Photo City is about decay as well. People in Rochester you may or may not know, talking about Kodak’s glory days. And then the decline. Photographer Max Schulte is prominent early on, ruminating on photojournalism. Frank de Blase and his wife Deb Jones are in the living room of their home, where Frank is shooting photos of a nude woman, offering hilarious and self-deprecating philosophies of cheesecake. Ó Murchú and Murphy follow Rochester photographers into crumbling neighborhoods and homeless shelters and to a tent city beneath a downtown bridge underpass, recording images of destitute Americans eating pizza.

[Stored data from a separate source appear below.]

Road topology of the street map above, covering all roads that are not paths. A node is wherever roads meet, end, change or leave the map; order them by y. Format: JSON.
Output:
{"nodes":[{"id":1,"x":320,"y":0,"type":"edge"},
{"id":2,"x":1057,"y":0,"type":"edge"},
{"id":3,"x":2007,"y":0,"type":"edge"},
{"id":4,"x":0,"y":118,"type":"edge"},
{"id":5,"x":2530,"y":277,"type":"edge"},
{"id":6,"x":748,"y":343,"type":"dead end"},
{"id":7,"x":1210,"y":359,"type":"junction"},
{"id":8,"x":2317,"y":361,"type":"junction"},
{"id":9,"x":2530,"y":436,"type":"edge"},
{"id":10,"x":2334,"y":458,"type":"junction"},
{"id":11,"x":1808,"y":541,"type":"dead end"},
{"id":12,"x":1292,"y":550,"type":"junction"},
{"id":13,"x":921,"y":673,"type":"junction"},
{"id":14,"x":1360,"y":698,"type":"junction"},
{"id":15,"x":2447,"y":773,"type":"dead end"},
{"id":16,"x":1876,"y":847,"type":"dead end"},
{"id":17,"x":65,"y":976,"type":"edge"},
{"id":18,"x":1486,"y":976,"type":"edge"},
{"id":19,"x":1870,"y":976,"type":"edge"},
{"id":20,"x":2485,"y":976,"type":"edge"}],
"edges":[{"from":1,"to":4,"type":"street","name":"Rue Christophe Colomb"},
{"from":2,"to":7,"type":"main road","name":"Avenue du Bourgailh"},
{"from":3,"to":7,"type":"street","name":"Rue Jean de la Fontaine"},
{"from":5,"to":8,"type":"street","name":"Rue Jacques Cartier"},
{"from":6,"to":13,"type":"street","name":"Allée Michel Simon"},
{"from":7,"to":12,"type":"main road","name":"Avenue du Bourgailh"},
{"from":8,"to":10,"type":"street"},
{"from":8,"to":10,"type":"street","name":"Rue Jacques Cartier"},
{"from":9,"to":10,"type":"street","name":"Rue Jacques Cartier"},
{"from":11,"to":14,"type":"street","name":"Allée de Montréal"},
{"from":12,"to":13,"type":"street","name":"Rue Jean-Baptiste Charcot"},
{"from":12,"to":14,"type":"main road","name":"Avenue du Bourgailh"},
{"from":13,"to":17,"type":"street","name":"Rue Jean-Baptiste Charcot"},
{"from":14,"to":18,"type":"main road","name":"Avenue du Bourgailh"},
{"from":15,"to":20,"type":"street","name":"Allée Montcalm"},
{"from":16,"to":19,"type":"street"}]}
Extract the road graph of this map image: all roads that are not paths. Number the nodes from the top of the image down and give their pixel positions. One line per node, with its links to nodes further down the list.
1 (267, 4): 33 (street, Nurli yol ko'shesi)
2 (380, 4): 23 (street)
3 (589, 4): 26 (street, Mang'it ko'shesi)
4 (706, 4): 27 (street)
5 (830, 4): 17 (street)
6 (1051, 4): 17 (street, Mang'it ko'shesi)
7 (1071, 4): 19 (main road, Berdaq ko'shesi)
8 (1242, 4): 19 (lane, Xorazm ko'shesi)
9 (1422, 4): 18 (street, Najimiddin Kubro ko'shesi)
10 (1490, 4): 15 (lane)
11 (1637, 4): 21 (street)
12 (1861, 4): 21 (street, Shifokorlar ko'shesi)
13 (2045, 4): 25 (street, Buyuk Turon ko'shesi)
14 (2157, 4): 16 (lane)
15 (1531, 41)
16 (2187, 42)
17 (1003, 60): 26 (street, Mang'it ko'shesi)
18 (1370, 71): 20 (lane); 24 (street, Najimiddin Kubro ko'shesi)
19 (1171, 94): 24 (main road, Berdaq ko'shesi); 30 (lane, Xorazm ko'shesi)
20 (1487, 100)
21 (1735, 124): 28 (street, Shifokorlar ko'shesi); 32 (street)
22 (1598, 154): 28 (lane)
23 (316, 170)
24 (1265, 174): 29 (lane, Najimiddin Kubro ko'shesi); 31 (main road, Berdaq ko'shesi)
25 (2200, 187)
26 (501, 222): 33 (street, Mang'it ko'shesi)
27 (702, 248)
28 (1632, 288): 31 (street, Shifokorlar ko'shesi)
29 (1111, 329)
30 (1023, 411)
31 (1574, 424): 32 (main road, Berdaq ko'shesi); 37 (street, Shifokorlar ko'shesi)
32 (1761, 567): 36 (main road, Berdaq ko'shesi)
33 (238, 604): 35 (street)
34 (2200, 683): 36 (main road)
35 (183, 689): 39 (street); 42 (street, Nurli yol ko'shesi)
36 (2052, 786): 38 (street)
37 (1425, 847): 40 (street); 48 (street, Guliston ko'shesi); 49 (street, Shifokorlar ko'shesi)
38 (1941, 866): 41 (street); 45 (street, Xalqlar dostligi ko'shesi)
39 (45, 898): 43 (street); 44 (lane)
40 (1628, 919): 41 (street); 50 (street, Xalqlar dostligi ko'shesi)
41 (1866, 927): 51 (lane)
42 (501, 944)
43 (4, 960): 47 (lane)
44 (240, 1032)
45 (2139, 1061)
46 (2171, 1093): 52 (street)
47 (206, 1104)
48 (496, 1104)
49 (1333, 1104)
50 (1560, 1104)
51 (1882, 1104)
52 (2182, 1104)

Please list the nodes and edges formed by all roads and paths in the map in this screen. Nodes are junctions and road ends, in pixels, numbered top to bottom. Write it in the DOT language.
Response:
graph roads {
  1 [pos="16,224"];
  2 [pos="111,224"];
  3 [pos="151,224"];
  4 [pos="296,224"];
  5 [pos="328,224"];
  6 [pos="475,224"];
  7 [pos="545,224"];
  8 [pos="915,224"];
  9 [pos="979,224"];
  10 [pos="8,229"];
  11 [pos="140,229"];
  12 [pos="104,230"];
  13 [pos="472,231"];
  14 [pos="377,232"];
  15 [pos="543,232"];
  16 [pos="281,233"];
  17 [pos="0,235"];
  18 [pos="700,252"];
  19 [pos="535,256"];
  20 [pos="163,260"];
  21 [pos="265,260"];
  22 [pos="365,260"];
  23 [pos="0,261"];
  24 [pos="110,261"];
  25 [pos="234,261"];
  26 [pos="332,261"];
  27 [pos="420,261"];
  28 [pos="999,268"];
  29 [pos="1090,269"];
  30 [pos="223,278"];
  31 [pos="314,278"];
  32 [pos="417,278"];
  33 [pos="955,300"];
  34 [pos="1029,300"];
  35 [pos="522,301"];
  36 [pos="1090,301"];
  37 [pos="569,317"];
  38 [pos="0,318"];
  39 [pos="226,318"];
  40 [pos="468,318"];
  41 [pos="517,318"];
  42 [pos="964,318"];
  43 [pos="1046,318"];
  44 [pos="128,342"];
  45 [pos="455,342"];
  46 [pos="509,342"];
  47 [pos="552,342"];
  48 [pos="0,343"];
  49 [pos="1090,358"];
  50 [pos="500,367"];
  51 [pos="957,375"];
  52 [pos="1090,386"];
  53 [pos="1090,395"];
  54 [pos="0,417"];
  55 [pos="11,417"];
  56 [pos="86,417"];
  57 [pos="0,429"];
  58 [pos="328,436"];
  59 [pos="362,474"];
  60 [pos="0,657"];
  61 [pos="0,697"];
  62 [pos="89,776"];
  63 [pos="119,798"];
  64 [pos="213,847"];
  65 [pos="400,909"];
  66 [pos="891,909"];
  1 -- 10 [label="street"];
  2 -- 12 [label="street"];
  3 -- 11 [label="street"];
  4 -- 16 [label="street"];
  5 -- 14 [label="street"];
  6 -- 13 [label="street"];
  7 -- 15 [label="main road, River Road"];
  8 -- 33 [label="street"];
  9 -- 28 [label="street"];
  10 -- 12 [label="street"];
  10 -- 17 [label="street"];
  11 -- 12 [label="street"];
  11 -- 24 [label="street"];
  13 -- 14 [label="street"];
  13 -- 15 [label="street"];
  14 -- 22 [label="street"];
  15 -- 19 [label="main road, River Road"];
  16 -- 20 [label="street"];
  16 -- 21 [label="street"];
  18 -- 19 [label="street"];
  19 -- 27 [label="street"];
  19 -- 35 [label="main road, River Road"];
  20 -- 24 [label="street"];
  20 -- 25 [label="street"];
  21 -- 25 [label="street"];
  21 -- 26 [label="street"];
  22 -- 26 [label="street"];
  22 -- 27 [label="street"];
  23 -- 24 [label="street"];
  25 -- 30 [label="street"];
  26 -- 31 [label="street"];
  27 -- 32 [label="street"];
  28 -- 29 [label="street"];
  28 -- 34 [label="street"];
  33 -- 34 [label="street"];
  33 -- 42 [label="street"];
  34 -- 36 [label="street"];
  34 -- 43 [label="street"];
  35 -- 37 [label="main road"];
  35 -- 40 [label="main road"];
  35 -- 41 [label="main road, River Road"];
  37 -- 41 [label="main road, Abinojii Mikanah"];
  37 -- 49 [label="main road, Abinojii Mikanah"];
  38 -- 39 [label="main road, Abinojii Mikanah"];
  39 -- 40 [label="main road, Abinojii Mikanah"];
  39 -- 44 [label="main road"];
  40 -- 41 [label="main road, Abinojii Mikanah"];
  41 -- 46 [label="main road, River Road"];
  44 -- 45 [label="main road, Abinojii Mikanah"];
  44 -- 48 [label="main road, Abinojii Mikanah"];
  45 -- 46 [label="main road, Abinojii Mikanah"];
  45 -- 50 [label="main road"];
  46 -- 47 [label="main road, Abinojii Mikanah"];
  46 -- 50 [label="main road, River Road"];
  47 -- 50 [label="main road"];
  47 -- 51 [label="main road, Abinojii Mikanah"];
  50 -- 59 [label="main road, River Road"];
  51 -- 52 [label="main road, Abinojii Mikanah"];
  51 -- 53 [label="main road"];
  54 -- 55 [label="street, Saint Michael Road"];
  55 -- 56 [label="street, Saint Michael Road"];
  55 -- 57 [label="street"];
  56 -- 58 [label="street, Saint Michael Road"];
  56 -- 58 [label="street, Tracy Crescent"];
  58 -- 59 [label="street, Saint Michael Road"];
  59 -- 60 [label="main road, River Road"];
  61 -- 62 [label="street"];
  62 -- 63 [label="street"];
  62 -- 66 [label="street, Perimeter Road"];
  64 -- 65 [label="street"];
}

They interview Joseph Morinelli and his father in an empty parking lot outside of one of the now-silent Kodak buildings. Joseph Sr. worked there for decades. Joseph Jr. plays guitar in Joywave, a Rochester rock band that tours the world. Wherever it goes, the band makes sure people understand it’s not just from New York, but from Rochester, and all that comes with that. All five of the guys in Joywave have connections to Kodak through their families. Joywave writes songs influenced by Kodak, and growing up within sight of those smokestacks, in homes that depended on Kodak paychecks.

Ó Murchú and Murphy aren’t intrusive, they gently back into the story of each character. At one point they’re talking to a guy. Only after a few moments does the audience understand that this is Steve Sasson. Hey! He’s the Kodak employee who created much of the technology that became digital photography. During breaks in his work day. Digital killed the film industry. But it’s not Sasson’s fault. He showed his new ideas to his bosses. As he says in Photo City, they didn’t ask: How? They asked: Why?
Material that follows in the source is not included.